Quel meilleur remède à la grisaille que les tableaux de Sorolla ? Son nom évoque immédiatement des plages ensoleillées où des robes éclatantes de blancheur, gonflées par le vent comme des voiles de bateau, glissent aux abords de l’eau cristalline, sur un sable éblouissant traversé d’ombres mauves… En 1900, l’année de ses 37 ans, Sorolla était déjà le peintre vivant le plus en vogue d’Espagne. Et son succès ne s’est pas démenti : aujourd’hui, l’artiste reste l’un des plus populaires de son pays avec Diego Vélasquez (1599–1660) et Francisco de Goya (1746–1828). Un parcours remarquable pour cet orphelin pauvre de Valence, recueilli à 2 ans par un oncle serrurier !
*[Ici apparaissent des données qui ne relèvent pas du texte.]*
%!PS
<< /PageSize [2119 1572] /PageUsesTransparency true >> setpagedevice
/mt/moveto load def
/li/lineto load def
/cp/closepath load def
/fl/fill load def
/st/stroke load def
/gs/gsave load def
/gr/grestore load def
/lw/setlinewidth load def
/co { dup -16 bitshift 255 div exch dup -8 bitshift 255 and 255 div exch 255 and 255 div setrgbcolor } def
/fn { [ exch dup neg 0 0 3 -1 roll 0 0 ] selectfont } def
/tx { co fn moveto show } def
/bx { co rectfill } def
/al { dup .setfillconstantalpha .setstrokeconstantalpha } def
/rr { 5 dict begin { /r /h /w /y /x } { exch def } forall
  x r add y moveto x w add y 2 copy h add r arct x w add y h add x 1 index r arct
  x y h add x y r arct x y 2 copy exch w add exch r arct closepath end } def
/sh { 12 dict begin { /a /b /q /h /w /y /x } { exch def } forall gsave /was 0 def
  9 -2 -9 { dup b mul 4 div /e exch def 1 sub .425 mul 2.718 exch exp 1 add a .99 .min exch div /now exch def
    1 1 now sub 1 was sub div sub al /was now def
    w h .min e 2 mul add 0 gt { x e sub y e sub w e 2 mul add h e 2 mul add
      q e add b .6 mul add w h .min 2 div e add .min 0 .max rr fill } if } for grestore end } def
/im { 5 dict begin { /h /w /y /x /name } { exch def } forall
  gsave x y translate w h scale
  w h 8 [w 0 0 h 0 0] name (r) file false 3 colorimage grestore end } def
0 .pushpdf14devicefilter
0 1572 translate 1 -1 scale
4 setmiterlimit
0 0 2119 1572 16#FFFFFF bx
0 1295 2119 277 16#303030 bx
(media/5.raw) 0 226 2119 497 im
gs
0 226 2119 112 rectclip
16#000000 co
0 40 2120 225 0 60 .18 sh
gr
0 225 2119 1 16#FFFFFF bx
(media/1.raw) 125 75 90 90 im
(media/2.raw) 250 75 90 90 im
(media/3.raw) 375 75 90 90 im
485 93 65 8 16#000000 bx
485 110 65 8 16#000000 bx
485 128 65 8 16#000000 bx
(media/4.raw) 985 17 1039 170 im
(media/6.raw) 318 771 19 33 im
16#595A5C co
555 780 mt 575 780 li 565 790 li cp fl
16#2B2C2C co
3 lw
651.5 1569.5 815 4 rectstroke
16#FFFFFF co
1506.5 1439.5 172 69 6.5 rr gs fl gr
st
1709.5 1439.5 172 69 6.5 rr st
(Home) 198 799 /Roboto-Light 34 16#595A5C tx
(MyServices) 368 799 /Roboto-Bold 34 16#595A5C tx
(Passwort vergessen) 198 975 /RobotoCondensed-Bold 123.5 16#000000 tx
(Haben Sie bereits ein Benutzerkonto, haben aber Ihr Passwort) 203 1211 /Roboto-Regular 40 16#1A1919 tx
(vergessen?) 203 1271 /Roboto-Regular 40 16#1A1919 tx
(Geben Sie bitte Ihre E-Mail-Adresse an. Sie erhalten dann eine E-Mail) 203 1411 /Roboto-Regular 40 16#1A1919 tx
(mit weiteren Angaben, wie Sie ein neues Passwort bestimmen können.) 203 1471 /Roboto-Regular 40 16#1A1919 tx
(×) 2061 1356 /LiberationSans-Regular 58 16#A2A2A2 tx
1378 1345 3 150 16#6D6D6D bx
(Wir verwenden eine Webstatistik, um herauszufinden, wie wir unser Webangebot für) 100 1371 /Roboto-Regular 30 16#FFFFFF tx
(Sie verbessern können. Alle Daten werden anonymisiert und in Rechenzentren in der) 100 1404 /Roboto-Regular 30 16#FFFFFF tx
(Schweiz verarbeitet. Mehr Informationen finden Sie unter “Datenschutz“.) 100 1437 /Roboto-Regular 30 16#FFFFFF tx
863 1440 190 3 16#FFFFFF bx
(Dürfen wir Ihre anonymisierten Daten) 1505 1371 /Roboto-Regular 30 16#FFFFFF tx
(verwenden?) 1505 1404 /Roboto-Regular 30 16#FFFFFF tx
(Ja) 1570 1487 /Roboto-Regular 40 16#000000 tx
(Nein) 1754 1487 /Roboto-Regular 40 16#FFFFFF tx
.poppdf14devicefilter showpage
Déterminé à devenir peintre, Sorolla entre à 16 ans à l’Académie des beaux-arts de sa ville natale, puis colore des photographies dans l’atelier de son futur beau-père, Antonio García. En 1881, il voyage à Madrid pour étudier l’œuvre de Vélasquez au musée du Prado. Le célèbre auteur des Ménines (1656–1657) influencera durablement ses portraits qui puiseront dans la palette traditionnelle espagnole faite de blancs, de noirs et d’ocre, tout en affichant une pointe de modernité inspirée de peintres comme Édouard Manet ou James Whistler. S’étant vu refuser des marines, Sorolla comprend que pour se faire connaître, il doit d’abord plaire aux jurys en peignant des drames historiques. L’artiste entame donc une période réaliste « classique » qui lui vaut des médailles et une bourse pour un voyage à Rome.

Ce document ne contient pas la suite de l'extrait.